● YOUR ASSIGNMENT: Set it all down exactly, every record and every line.

——

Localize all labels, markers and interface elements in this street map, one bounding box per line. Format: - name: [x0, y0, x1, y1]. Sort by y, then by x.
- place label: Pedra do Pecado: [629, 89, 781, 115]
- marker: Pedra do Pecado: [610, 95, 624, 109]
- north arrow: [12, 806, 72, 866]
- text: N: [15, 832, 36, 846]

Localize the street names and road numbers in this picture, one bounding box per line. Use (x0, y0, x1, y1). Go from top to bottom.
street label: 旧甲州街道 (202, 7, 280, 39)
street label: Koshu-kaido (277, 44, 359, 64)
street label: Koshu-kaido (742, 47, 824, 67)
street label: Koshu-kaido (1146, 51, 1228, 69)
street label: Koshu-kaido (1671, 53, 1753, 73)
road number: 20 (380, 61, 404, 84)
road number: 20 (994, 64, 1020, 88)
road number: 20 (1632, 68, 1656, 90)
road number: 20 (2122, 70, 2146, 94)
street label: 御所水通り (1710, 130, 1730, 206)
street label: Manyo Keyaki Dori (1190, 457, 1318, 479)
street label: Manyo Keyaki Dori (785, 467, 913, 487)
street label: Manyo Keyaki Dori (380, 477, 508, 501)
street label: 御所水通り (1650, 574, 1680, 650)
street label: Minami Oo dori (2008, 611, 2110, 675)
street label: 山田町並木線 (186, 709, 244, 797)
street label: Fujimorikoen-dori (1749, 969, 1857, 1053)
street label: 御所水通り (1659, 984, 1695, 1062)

——

● SOLUTION BELOW:
Localize all labels, markers and interface elements in this street map, one bounding box per line. Format: - name: [x0, y0, x1, y1]. Sort by y, then by x.
- place label: Pedra do Pecado: [629, 89, 781, 115]
- marker: Pedra do Pecado: [610, 95, 624, 109]
- north arrow: [12, 806, 72, 866]
- text: N: [15, 832, 36, 846]

Localize the street names and road numbers in this picture, one bounding box per line. Use (x0, y0, x1, y1). Go from top to bottom.
street label: 旧甲州街道 (202, 7, 280, 39)
street label: Koshu-kaido (277, 44, 359, 64)
street label: Koshu-kaido (742, 47, 824, 67)
street label: Koshu-kaido (1146, 51, 1228, 69)
street label: Koshu-kaido (1671, 53, 1753, 73)
road number: 20 (380, 61, 404, 84)
road number: 20 (994, 64, 1020, 88)
road number: 20 (1632, 68, 1656, 90)
road number: 20 (2122, 70, 2146, 94)
street label: 御所水通り (1710, 130, 1730, 206)
street label: Manyo Keyaki Dori (1190, 457, 1318, 479)
street label: Manyo Keyaki Dori (785, 467, 913, 487)
street label: Manyo Keyaki Dori (380, 477, 508, 501)
street label: 御所水通り (1650, 574, 1680, 650)
street label: Minami Oo dori (2008, 611, 2110, 675)
street label: 山田町並木線 (186, 709, 244, 797)
street label: Fujimorikoen-dori (1749, 969, 1857, 1053)
street label: 御所水通り (1659, 984, 1695, 1062)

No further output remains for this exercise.